The respondents have filed a joint replying affidavit. There are also other affidavits sworn by close relatives and friends of the applicant, all in opposition of the applicant’s application.

Some brief facts leading to these proceedings are necessary. The applicant is the biological father of the minor HUDSON LUBULELLAH ALUSA. The applicant was employed by the respondents. He asked the respondents if he could bring the minor from his rural home to Nairobi. The respondents agreed.

When the applicant left employment with the respondents he requested the respondents to take care of the minor. Except for a period of about one and a half years between 1994 and 1996, the minor has, since 1991 continuously lived with the respondents in Nairobi. He was enlisted into and has been attending the Netherlands School in Nairobi. The respondents have been responsible for the minors Educational and related expenses. They have also said they are committed to continue doing so.

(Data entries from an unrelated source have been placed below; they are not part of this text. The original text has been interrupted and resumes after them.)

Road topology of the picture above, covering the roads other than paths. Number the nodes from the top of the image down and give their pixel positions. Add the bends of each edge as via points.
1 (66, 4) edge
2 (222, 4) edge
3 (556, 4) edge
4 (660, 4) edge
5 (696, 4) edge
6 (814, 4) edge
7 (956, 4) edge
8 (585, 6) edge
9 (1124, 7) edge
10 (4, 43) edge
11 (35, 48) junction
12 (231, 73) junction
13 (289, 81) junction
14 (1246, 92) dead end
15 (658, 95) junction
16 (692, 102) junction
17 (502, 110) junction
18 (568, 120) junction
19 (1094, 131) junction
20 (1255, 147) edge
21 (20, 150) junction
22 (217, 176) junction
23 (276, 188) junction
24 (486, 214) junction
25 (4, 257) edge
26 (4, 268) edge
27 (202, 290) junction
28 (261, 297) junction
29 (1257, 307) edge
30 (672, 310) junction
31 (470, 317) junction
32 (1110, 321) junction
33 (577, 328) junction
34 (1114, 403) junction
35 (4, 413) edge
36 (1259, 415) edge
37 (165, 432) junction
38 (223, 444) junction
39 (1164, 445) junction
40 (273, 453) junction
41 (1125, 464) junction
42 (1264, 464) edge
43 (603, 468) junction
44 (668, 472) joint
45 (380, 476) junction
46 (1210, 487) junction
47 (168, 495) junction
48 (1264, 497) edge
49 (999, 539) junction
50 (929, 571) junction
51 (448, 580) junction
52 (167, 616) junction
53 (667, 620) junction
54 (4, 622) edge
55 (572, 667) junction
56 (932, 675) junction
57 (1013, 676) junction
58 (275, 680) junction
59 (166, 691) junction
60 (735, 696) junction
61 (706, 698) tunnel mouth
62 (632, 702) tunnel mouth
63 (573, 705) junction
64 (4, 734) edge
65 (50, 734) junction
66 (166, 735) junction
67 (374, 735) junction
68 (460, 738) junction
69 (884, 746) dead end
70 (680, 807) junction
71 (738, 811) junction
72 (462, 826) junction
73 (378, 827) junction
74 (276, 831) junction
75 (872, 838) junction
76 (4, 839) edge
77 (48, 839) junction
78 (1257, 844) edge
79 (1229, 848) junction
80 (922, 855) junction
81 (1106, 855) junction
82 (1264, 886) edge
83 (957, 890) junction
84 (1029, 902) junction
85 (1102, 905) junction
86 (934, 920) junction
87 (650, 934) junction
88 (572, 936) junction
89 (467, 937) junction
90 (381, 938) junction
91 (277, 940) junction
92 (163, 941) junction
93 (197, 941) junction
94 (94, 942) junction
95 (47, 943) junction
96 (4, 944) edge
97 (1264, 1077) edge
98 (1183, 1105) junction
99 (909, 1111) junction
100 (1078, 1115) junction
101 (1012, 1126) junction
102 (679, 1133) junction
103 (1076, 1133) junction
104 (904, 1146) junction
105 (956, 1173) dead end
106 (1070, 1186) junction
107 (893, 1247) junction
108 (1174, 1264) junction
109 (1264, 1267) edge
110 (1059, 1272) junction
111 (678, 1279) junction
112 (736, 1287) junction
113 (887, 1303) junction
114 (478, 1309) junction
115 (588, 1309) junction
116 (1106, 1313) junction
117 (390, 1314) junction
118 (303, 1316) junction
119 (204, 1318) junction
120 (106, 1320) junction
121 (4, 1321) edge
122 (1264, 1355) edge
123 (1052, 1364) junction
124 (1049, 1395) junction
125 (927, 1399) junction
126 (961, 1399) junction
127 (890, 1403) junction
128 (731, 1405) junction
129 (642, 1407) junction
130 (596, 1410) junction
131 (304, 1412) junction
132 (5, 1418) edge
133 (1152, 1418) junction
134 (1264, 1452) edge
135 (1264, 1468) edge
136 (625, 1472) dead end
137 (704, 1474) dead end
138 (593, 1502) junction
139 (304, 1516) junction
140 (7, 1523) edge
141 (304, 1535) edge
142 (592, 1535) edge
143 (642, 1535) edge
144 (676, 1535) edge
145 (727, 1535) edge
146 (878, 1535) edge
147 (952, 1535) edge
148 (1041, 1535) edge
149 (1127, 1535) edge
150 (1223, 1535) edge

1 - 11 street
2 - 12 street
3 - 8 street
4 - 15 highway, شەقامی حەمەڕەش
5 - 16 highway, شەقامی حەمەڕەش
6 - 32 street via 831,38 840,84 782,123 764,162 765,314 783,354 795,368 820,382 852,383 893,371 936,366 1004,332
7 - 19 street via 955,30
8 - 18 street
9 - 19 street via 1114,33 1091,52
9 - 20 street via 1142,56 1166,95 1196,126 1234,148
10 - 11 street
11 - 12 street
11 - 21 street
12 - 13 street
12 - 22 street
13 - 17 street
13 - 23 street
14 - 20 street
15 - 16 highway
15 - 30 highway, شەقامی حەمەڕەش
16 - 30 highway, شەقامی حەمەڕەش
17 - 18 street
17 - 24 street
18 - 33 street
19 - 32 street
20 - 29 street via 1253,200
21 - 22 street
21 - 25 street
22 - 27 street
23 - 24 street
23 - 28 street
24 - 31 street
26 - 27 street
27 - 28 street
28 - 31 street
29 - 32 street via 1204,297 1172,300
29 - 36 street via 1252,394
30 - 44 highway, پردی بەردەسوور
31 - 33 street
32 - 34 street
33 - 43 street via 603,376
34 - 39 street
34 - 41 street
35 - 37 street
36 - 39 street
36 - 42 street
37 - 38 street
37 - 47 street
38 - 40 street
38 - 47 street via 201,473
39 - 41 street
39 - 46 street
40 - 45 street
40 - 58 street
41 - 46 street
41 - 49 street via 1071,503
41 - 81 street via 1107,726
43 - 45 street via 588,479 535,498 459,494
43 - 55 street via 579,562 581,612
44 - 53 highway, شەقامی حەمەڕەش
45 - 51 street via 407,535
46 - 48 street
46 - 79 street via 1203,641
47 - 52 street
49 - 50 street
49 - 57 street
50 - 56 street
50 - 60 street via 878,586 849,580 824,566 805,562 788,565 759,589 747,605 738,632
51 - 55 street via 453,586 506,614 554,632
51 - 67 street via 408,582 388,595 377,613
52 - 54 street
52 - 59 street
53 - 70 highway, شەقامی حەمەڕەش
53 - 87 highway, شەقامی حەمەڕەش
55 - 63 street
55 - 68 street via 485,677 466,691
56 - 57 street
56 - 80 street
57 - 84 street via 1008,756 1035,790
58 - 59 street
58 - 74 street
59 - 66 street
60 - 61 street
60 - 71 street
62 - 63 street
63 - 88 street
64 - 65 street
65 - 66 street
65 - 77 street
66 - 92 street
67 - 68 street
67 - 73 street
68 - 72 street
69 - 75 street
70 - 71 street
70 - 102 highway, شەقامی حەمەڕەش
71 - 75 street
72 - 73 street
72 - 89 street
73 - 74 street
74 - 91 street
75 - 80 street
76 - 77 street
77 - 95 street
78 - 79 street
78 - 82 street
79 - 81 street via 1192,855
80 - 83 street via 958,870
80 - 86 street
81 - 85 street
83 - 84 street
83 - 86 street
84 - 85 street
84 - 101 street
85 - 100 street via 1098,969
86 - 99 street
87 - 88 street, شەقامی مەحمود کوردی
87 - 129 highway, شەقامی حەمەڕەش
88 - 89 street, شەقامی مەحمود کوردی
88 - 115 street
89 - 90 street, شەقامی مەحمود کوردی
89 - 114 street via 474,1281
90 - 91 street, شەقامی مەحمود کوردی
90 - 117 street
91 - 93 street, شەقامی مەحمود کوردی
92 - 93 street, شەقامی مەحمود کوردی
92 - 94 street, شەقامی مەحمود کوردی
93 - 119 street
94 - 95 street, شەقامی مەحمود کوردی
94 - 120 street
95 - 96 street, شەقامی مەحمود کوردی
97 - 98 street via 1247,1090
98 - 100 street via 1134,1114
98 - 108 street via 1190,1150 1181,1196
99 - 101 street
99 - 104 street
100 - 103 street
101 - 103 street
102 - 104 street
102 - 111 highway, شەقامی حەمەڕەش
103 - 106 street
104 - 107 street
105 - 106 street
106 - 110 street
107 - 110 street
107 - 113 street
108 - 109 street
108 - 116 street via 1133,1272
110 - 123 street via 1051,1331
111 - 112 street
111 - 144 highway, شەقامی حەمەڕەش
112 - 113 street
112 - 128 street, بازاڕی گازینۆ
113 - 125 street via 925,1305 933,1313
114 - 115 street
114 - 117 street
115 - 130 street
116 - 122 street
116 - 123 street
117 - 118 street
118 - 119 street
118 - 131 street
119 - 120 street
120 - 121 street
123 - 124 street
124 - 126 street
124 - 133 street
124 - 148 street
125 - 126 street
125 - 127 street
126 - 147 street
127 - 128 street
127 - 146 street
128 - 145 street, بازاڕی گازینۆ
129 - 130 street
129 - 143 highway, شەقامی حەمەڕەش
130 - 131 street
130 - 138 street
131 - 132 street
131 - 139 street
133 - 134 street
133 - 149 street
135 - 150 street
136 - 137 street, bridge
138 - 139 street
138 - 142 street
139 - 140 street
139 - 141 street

It is the applicant’s case that the respondents are about to leave the country for good and intend to take the minor with them. This case then followed.

Both learned counsel have addressed the court on the matter. I also have had occasion to talk with the minor alone in my chambers.

The relevant law relating to the matters now before me is to be found in section 14 and 17 of the Guardianship of Infants Act aforesaid. Section 14 provides:

“ 14. where the parent has- (a) abandoned or deserted his child; or (b) allowed his child to be brought up by another person at that person’s expense for such a length of time and under such circumstances as to satisfy the court that the parent was unmindful of his parental duties, the court shall not make an order for the delivery of the child to the parent unless the parent has satisfied the court that, having regard to the welfare of the child, he is a fit person to have the custody of the child.”

Section 17 aforesaid lays down the principle on which questions relating to custody upbringing etc. of infants are to be decided. The court shall regard the welfare for the infant as the first and paramount consideration.

The applicant does not live with the mother of the minor who is the subject of this application. He does not say from what source he shall educate the minor and pay for related expenses. There is evidence from the applicant himself that he surrendered the minor to the respondents himself voluntarily and gave the respondents full mandate to look after him. He also said he was fully aware that the respondents were not Kenya citizens and might be required to leave anytime. He had no objection whatsoever in whatever decision they made regarding the minor the local administration through the senior chief in his location gave his approval. The children’s Department Headquarters raised no objection and above all his (the applicants’) own brother, father, cousin and close relatives and friend gave their approval to the respondent’s custody and guardianship of the minor.

The evidence talks of itself. The respondents have two minor children. They have accepted Hudson as their Brother, Hudson has told the court that he is already like a member of that family. He has expressed his wish to remain with the respondents so that he can continue with his education. He speaks Dutch fluently, some English and Kiswahili. He understands his mother tongue (Luhya) but speaks little of it. He has been to the Netherlands severally with the respondents and on all occasions the applicant did not raise any objection.

I am aware of and recognise the applicant’s anxiety and wish to have the minor in his custody. However, with respect, it will not be in the best interest and welfare of the minor to make orders in favour of the applicant. His belated move to say the least, is mean and misplaced and cannot override the welfare of the minor which is of paramount consideration.

I have weighed one thing against the other and doing the best that I can find that, the status quo prevailing before these proceedings were filed shall prevail. This means that the application is hereby dismissed the respondents shall continue to have the custody care and control of the minor HUDSON LUBULELLAH ALUSA and the interim orders are accordingly vacated. The respondents shall have the costs of the suit. Orders accordingly

Dated and delivered at Nairobi this 21st day of July, 1998.